Source records:

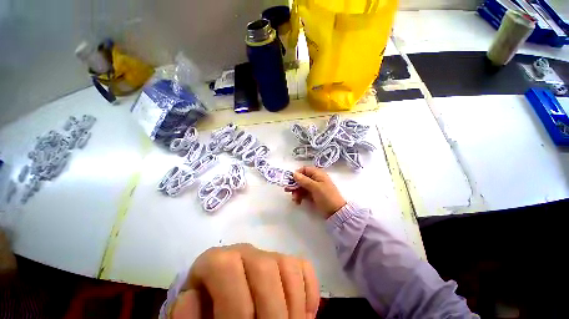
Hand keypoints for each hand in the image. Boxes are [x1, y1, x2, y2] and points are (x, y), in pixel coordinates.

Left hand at [172, 244, 319, 318]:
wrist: (225, 296)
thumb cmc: (208, 308)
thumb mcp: (192, 314)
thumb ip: (187, 314)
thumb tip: (192, 302)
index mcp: (217, 260)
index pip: (226, 268)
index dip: (235, 306)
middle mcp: (246, 250)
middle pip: (264, 268)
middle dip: (271, 310)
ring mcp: (270, 253)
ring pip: (289, 266)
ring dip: (294, 305)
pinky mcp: (287, 260)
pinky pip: (304, 267)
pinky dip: (309, 293)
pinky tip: (304, 315)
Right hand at [285, 166, 346, 218]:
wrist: (336, 212)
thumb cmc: (327, 197)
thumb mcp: (315, 187)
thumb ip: (304, 180)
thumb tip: (294, 173)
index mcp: (318, 174)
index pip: (305, 169)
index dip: (297, 173)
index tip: (291, 180)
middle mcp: (315, 179)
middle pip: (302, 179)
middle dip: (295, 184)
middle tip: (288, 190)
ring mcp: (314, 188)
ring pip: (302, 187)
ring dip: (296, 192)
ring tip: (295, 199)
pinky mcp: (313, 195)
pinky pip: (304, 193)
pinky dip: (300, 197)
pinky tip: (298, 202)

What this task involves:
Restate all of the data word for word and include no pictures.

Result for this task:
Hand keypoints for each hand in the image. Boxes are [x1, y1, x2, y2] and points are (x, y), in pixel coordinates.

Left hand at [172, 244, 319, 318]:
wrist: (225, 296)
thumb cmc: (208, 308)
thumb mcp: (192, 314)
thumb ip: (187, 314)
thumb tip: (192, 302)
index mcp: (217, 260)
index pip: (226, 268)
index dip: (235, 306)
middle mcp: (246, 250)
middle pip: (264, 268)
middle dip: (271, 310)
ring mcp: (270, 253)
ring pip: (289, 266)
ring dip: (294, 305)
pinky mcp: (287, 260)
pinky pip: (304, 267)
pinky dip: (309, 293)
pinky tip: (304, 315)
Right hand at [285, 166, 346, 218]:
wrist: (336, 212)
thumb cmc: (327, 197)
thumb mcp: (315, 187)
thumb ip: (304, 180)
thumb tip: (294, 173)
index mcp: (318, 174)
index pip: (305, 169)
index dip: (297, 173)
index tip: (291, 180)
middle mcp: (315, 179)
middle pip: (302, 179)
middle dip: (295, 184)
middle tip: (288, 190)
ring mcp: (314, 188)
ring pip: (302, 187)
ring dip: (296, 192)
ring tip: (295, 199)
pinky mcp: (313, 195)
pinky pip: (304, 193)
pinky dip: (300, 197)
pinky tip: (298, 202)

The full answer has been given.